- Flag Coat of arms
- Location of the province of Vibo Valentia in Italy
- Country: Italy
- Region: Calabria
- Capital(s): Vibo Valentia
- Municipalities: 50

Government
- • President: Corrado L'Andolina

Area
- • Total: 1,150.64 km^{2} (444.26 sq mi)

Population (2026)
- • Total: 149,922
- • Density: 130.294/km^{2} (337.461/sq mi)

GDP
- • Total: €2.447 billion (2015)
- • Per capita: €15,032 (2015)
- Time zone: UTC+1 (CET)
- • Summer (DST): UTC+2 (CEST)
- Postal code: 89811-89819, 89821-89824, 89831-89834, 89841-89844, 89851-89852, 89861-89868, 89900
- Telephone prefix: 0963, 0966, 0968
- Vehicle registration: VV
- ISTAT code: 102

= Province of Vibo Valentia =

Province of Italy

The province of Vibo Valentia (provincia di Vibo Valentia; Vibonese: pruvincia i Vibbu Valenzia) is a province in the region of Calabria in southern Italy, Its capital is the city of Vibo Valentia and its vehicle licence plate code is VV.
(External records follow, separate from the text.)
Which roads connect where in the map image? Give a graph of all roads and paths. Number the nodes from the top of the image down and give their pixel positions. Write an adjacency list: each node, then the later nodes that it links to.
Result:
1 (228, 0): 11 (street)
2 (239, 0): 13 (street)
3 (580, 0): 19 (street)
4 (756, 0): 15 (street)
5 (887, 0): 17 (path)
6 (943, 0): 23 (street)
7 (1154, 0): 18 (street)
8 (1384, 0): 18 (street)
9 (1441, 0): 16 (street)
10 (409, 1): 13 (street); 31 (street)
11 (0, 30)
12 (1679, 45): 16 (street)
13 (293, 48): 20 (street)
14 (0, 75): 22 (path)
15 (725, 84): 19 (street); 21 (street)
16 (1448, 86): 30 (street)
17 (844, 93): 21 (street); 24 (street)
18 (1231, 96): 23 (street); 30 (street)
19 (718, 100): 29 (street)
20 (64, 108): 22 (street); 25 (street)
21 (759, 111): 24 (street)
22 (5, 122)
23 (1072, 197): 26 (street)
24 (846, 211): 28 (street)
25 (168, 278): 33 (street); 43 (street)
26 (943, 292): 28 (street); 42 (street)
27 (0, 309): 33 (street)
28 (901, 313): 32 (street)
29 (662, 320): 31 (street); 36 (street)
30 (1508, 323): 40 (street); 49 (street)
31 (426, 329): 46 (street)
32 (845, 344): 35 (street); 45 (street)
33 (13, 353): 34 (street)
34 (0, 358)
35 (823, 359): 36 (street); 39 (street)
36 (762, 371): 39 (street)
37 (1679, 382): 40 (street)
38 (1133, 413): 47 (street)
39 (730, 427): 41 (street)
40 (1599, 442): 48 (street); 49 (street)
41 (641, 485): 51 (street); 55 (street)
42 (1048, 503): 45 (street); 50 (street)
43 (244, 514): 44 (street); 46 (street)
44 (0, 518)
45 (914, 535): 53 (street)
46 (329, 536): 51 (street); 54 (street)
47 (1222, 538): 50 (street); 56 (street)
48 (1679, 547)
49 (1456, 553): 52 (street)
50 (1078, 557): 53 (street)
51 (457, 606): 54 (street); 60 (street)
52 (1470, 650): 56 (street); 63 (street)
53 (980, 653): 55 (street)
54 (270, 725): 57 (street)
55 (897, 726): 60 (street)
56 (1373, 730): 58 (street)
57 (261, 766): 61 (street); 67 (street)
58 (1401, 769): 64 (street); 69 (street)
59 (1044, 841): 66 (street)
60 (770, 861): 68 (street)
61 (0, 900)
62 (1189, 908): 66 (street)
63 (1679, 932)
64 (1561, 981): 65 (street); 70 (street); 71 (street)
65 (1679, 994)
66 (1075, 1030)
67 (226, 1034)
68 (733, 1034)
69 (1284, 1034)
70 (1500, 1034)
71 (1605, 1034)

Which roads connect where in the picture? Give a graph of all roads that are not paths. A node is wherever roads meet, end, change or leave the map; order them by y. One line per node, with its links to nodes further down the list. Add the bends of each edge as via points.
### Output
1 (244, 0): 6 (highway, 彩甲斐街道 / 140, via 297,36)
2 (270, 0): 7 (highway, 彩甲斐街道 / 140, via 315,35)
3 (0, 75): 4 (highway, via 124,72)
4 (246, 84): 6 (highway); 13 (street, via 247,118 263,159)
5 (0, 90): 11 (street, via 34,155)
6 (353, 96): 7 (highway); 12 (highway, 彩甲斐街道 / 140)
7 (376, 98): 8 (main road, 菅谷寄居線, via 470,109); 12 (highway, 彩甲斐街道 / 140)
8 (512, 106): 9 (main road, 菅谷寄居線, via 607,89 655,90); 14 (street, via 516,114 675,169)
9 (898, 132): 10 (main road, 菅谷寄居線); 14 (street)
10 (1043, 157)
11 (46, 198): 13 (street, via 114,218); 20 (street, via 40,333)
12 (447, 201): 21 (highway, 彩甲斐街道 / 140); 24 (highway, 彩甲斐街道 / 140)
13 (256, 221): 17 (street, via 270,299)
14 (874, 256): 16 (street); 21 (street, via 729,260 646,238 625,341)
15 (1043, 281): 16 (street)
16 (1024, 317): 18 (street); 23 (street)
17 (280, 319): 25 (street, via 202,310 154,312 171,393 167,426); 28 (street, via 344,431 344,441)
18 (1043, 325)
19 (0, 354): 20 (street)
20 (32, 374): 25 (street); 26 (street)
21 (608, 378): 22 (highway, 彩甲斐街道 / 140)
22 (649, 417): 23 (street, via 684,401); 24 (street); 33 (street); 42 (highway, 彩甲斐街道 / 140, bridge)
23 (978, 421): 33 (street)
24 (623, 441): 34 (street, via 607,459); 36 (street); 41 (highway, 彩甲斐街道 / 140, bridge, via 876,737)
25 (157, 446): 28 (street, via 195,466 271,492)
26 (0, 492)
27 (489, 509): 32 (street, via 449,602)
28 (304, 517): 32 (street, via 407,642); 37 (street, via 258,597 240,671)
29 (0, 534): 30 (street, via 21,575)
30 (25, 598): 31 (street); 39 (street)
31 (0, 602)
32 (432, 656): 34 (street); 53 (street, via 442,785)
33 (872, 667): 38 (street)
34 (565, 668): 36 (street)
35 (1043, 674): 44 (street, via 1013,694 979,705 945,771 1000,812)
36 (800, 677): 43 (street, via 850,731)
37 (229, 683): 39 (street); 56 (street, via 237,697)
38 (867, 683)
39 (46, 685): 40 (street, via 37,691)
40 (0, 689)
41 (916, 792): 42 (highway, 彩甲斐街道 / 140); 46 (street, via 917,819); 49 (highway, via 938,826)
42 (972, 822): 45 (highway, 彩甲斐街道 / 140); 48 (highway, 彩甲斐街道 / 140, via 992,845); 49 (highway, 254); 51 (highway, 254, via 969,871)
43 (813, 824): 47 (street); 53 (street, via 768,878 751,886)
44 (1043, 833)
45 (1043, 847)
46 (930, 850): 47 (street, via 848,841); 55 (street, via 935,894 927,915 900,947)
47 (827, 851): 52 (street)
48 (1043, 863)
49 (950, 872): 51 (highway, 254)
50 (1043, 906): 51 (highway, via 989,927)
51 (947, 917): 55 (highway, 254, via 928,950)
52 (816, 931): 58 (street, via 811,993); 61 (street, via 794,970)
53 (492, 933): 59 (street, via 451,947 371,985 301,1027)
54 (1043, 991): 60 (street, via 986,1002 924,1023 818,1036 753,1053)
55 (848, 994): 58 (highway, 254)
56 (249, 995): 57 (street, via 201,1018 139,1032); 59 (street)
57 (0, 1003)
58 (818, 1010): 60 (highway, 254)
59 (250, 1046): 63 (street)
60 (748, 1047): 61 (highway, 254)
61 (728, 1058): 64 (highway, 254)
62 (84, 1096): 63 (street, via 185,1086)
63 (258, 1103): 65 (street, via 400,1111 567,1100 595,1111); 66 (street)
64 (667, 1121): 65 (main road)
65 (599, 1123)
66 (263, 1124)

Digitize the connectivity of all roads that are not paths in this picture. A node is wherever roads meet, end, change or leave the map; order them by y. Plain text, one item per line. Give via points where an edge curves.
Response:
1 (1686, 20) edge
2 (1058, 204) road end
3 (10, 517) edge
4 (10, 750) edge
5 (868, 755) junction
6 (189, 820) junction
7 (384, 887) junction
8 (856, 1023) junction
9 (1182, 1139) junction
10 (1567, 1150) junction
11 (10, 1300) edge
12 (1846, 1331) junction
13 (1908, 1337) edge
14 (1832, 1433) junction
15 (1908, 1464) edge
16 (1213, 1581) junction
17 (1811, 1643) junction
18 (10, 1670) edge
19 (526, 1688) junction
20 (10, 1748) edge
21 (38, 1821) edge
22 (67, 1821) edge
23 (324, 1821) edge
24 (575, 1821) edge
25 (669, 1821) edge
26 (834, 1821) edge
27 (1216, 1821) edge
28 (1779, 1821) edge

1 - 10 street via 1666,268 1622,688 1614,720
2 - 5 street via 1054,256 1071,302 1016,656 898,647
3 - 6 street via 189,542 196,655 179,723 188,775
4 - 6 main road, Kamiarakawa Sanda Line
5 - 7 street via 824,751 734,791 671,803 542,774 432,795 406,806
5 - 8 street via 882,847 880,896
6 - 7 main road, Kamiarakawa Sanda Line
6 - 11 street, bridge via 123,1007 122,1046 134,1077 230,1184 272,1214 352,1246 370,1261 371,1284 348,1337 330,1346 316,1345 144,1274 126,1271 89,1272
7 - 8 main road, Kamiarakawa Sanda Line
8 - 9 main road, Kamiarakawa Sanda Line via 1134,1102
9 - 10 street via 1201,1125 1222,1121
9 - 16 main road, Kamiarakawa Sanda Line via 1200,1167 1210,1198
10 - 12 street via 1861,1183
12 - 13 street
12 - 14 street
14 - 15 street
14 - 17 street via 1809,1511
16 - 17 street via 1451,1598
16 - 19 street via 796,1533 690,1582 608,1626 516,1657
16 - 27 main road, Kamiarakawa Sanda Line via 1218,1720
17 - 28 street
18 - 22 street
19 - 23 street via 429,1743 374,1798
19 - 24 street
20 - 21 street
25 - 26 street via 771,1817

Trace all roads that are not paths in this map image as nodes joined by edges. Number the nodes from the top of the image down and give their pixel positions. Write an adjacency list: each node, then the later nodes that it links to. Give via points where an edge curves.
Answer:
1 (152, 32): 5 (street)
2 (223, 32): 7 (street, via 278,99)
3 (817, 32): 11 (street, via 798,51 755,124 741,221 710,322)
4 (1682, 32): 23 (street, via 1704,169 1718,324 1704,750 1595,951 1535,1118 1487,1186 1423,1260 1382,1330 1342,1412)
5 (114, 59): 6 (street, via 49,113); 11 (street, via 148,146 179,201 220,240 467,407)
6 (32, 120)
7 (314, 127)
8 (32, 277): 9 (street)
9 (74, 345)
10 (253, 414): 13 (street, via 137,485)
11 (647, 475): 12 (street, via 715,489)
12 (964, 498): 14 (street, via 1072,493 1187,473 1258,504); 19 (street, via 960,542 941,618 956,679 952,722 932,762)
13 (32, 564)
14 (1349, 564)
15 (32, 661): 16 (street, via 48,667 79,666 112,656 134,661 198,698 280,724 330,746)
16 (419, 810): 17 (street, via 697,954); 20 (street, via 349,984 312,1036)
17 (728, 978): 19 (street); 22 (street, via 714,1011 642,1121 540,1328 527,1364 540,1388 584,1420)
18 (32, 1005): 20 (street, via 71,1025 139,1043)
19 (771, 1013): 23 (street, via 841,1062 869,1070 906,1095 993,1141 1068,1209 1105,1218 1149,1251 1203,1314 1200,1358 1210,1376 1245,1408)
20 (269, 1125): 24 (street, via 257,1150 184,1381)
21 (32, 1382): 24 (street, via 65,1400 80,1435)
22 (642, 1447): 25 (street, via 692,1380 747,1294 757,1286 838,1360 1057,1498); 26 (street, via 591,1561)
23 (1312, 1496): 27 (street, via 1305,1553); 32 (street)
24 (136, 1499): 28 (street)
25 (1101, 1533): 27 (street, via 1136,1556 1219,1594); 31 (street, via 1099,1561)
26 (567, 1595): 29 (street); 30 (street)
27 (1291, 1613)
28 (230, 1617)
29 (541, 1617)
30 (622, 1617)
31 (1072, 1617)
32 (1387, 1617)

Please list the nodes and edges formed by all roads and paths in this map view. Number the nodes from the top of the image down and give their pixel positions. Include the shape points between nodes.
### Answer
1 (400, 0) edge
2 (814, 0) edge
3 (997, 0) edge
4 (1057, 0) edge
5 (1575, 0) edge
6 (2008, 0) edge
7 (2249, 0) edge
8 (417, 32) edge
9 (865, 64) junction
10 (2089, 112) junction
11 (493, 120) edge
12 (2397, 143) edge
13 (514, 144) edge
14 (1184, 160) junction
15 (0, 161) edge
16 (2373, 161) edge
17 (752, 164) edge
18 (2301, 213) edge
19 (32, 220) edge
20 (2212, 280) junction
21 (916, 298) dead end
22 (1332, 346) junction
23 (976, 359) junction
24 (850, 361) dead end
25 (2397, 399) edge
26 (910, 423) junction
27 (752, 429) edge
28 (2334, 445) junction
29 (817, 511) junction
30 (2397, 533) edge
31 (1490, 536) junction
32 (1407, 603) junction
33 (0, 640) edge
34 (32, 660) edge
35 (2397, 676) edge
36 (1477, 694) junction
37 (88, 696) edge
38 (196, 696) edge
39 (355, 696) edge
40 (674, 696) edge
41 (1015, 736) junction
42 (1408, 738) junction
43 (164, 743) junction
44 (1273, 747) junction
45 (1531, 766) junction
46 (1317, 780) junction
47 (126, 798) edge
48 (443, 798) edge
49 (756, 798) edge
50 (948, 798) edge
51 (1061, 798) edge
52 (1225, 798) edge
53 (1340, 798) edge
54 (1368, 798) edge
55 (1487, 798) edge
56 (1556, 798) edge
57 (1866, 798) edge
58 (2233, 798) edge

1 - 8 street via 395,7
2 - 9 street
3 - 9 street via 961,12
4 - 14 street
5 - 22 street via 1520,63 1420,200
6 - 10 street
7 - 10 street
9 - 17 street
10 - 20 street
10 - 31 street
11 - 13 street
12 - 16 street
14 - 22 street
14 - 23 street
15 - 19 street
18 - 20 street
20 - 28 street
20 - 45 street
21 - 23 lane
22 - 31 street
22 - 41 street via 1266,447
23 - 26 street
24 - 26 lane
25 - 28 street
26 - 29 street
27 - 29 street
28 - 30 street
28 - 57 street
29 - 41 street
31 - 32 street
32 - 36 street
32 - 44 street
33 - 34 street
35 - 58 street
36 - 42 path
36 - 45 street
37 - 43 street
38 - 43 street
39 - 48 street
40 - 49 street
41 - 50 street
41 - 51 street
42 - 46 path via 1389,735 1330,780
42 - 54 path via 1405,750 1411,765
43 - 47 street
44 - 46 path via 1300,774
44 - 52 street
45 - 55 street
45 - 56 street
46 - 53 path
The province has a population of 149,922 in an area of 1150.64 km2 across its 50 municipalities.

== History ==
Vibo Valentia is a mountainous province situated on the Tyrrhenian Sea. The region was first settled by an Italic tribe, the Sicels, and then colonised by the Greeks in the 6th or 7th century BCE. The modern city of Vibo Valentia was originally known as Hipponion. It was later recolonised by people from the city of Locri in the region of Calabria. Dionysius I of Syracuse partially destroyed Hipponion, which was later rebuilt and ruled in succession by Carthage, by an indigenous people known as the Bruttii, by the tyrant Agathocles of Syracuse, and then by the Locrians, before being conquered by the Romans around 230 BCE. After about 400 CE the region was attacked repeatedly. The Holy Roman Emperor Frederick II rebuilt the town in the 13th century, and in 1284 it passed to the Ruffo family. Ferdinand I of Naples constructed a fort in Pizzo Calabro in 1486.

The current province was set up by a national law of 6 March 1992, which came into effect on 1 January 1996, and formerly part of the province of Catanzaro.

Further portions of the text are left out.